## Assignment:
Please reproduce all the data exactly as written and omit the pictures.

## Input:
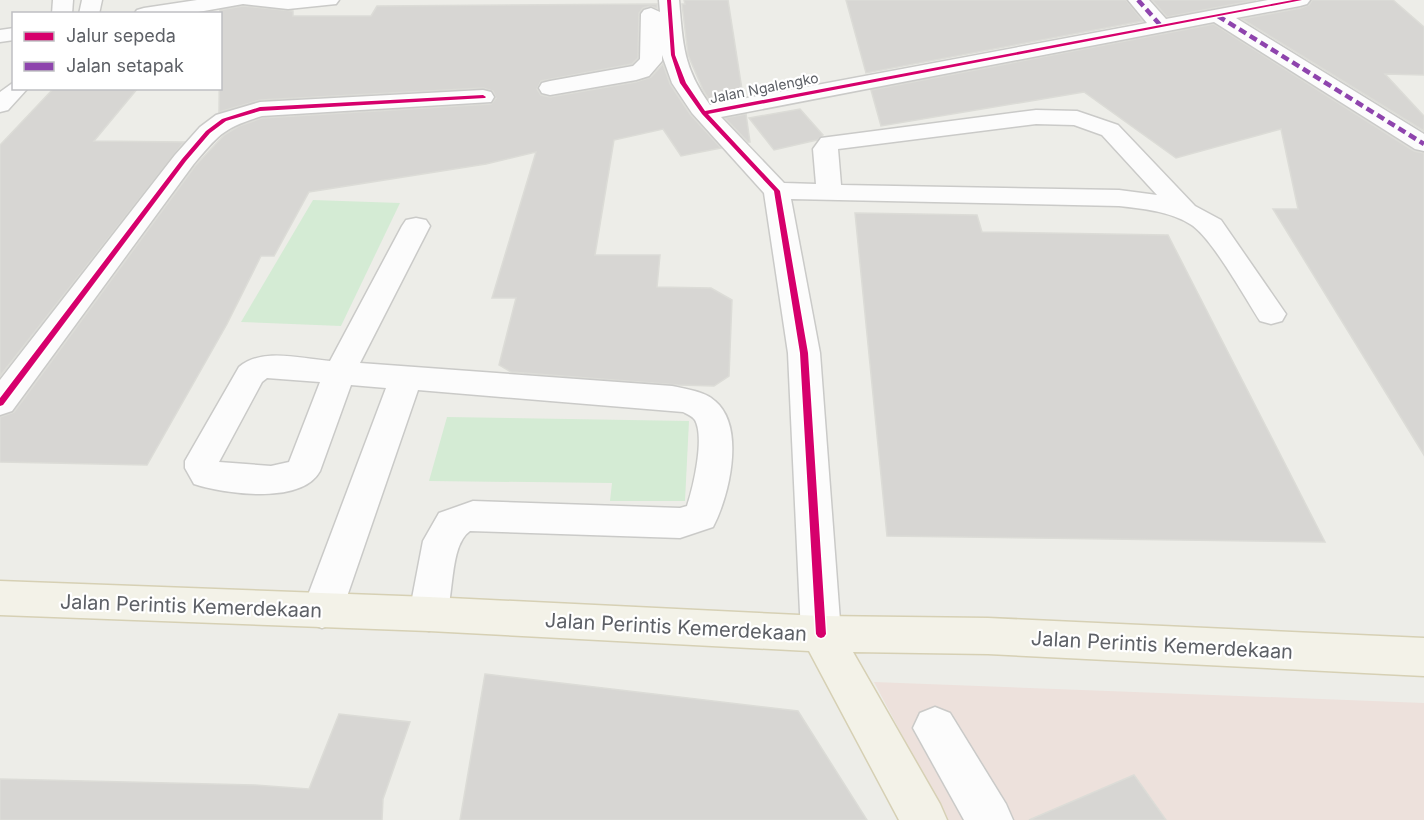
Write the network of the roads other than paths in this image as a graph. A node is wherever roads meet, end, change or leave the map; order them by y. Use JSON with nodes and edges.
{"nodes":[{"id":1,"x":236,"y":0,"type":"edge"},
{"id":2,"x":250,"y":0,"type":"edge"},
{"id":3,"x":329,"y":0,"type":"edge"},
{"id":4,"x":652,"y":0,"type":"edge"},
{"id":5,"x":669,"y":0,"type":"edge"},
{"id":6,"x":1138,"y":0,"type":"edge"},
{"id":7,"x":1300,"y":0,"type":"edge"},
{"id":8,"x":1261,"y":3,"type":"edge"},
{"id":9,"x":157,"y":12,"type":"edge"},
{"id":10,"x":1218,"y":16,"type":"junction"},
{"id":11,"x":1162,"y":27,"type":"junction"},
{"id":12,"x":12,"y":73,"type":"edge"},
{"id":13,"x":0,"y":84,"type":"edge"},
{"id":14,"x":550,"y":88,"type":"dead end"},
{"id":15,"x":15,"y":90,"type":"edge"},
{"id":16,"x":483,"y":97,"type":"dead end"},
{"id":17,"x":0,"y":105,"type":"edge"},
{"id":18,"x":704,"y":113,"type":"junction"},
{"id":19,"x":1424,"y":144,"type":"edge"},
{"id":20,"x":829,"y":190,"type":"junction"},
{"id":21,"x":777,"y":191,"type":"junction"},
{"id":22,"x":1185,"y":210,"type":"junction"},
{"id":23,"x":416,"y":226,"type":"dead end"},
{"id":24,"x":1271,"y":314,"type":"dead end"},
{"id":25,"x":406,"y":378,"type":"junction"},
{"id":26,"x":0,"y":403,"type":"edge"},
{"id":27,"x":0,"y":598,"type":"edge"},
{"id":28,"x":322,"y":611,"type":"junction"},
{"id":29,"x":429,"y":614,"type":"junction"},
{"id":30,"x":821,"y":634,"type":"junction"},
{"id":31,"x":1424,"y":657,"type":"edge"},
{"id":32,"x":935,"y":728,"type":"dead end"},
{"id":33,"x":924,"y":820,"type":"edge"},
{"id":34,"x":990,"y":820,"type":"edge"}],
"edges":[{"from":1,"to":9,"type":"street"},
{"from":2,"to":3,"type":"street"},
{"from":4,"to":14,"type":"street"},
{"from":5,"to":18,"type":"street"},
{"from":6,"to":11,"type":"street"},
{"from":7,"to":8,"type":"street","name":"Jalan Ngalengko"},
{"from":8,"to":10,"type":"street","name":"Jalan Ngalengko"},
{"from":10,"to":11,"type":"street","name":"Jalan Ngalengko"},
{"from":10,"to":19,"type":"street"},
{"from":11,"to":18,"type":"street","name":"Jalan Ngalengko"},
{"from":12,"to":13,"type":"street"},
{"from":15,"to":17,"type":"street"},
{"from":16,"to":26,"type":"street"},
{"from":18,"to":21,"type":"street","name":"Jalan Ngalengko"},
{"from":20,"to":21,"type":"street"},
{"from":20,"to":22,"type":"street"},
{"from":20,"to":22,"type":"street"},
{"from":21,"to":30,"type":"street"},
{"from":22,"to":24,"type":"street"},
{"from":23,"to":25,"type":"street"},
{"from":25,"to":28,"type":"street"},
{"from":25,"to":29,"type":"street"},
{"from":27,"to":28,"type":"main road","name":"Jalan Perintis Kemerdekaan"},
{"from":28,"to":29,"type":"main road","name":"Jalan Perintis Kemerdekaan"},
{"from":29,"to":30,"type":"main road","name":"Jalan Perintis Kemerdekaan"},
{"from":30,"to":31,"type":"main road","name":"Jalan Perintis Kemerdekaan"},
{"from":30,"to":33,"type":"main road"},
{"from":32,"to":34,"type":"street"}]}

## Output for this task:
Write the network of the roads other than paths in this image as a graph. A node is wherever roads meet, end, change or leave the map; order them by y. Use JSON with nodes and edges.
{"nodes":[{"id":1,"x":236,"y":0,"type":"edge"},
{"id":2,"x":250,"y":0,"type":"edge"},
{"id":3,"x":329,"y":0,"type":"edge"},
{"id":4,"x":652,"y":0,"type":"edge"},
{"id":5,"x":669,"y":0,"type":"edge"},
{"id":6,"x":1138,"y":0,"type":"edge"},
{"id":7,"x":1300,"y":0,"type":"edge"},
{"id":8,"x":1261,"y":3,"type":"edge"},
{"id":9,"x":157,"y":12,"type":"edge"},
{"id":10,"x":1218,"y":16,"type":"junction"},
{"id":11,"x":1162,"y":27,"type":"junction"},
{"id":12,"x":12,"y":73,"type":"edge"},
{"id":13,"x":0,"y":84,"type":"edge"},
{"id":14,"x":550,"y":88,"type":"dead end"},
{"id":15,"x":15,"y":90,"type":"edge"},
{"id":16,"x":483,"y":97,"type":"dead end"},
{"id":17,"x":0,"y":105,"type":"edge"},
{"id":18,"x":704,"y":113,"type":"junction"},
{"id":19,"x":1424,"y":144,"type":"edge"},
{"id":20,"x":829,"y":190,"type":"junction"},
{"id":21,"x":777,"y":191,"type":"junction"},
{"id":22,"x":1185,"y":210,"type":"junction"},
{"id":23,"x":416,"y":226,"type":"dead end"},
{"id":24,"x":1271,"y":314,"type":"dead end"},
{"id":25,"x":406,"y":378,"type":"junction"},
{"id":26,"x":0,"y":403,"type":"edge"},
{"id":27,"x":0,"y":598,"type":"edge"},
{"id":28,"x":322,"y":611,"type":"junction"},
{"id":29,"x":429,"y":614,"type":"junction"},
{"id":30,"x":821,"y":634,"type":"junction"},
{"id":31,"x":1424,"y":657,"type":"edge"},
{"id":32,"x":935,"y":728,"type":"dead end"},
{"id":33,"x":924,"y":820,"type":"edge"},
{"id":34,"x":990,"y":820,"type":"edge"}],
"edges":[{"from":1,"to":9,"type":"street"},
{"from":2,"to":3,"type":"street"},
{"from":4,"to":14,"type":"street"},
{"from":5,"to":18,"type":"street"},
{"from":6,"to":11,"type":"street"},
{"from":7,"to":8,"type":"street","name":"Jalan Ngalengko"},
{"from":8,"to":10,"type":"street","name":"Jalan Ngalengko"},
{"from":10,"to":11,"type":"street","name":"Jalan Ngalengko"},
{"from":10,"to":19,"type":"street"},
{"from":11,"to":18,"type":"street","name":"Jalan Ngalengko"},
{"from":12,"to":13,"type":"street"},
{"from":15,"to":17,"type":"street"},
{"from":16,"to":26,"type":"street"},
{"from":18,"to":21,"type":"street","name":"Jalan Ngalengko"},
{"from":20,"to":21,"type":"street"},
{"from":20,"to":22,"type":"street"},
{"from":20,"to":22,"type":"street"},
{"from":21,"to":30,"type":"street"},
{"from":22,"to":24,"type":"street"},
{"from":23,"to":25,"type":"street"},
{"from":25,"to":28,"type":"street"},
{"from":25,"to":29,"type":"street"},
{"from":27,"to":28,"type":"main road","name":"Jalan Perintis Kemerdekaan"},
{"from":28,"to":29,"type":"main road","name":"Jalan Perintis Kemerdekaan"},
{"from":29,"to":30,"type":"main road","name":"Jalan Perintis Kemerdekaan"},
{"from":30,"to":31,"type":"main road","name":"Jalan Perintis Kemerdekaan"},
{"from":30,"to":33,"type":"main road"},
{"from":32,"to":34,"type":"street"}]}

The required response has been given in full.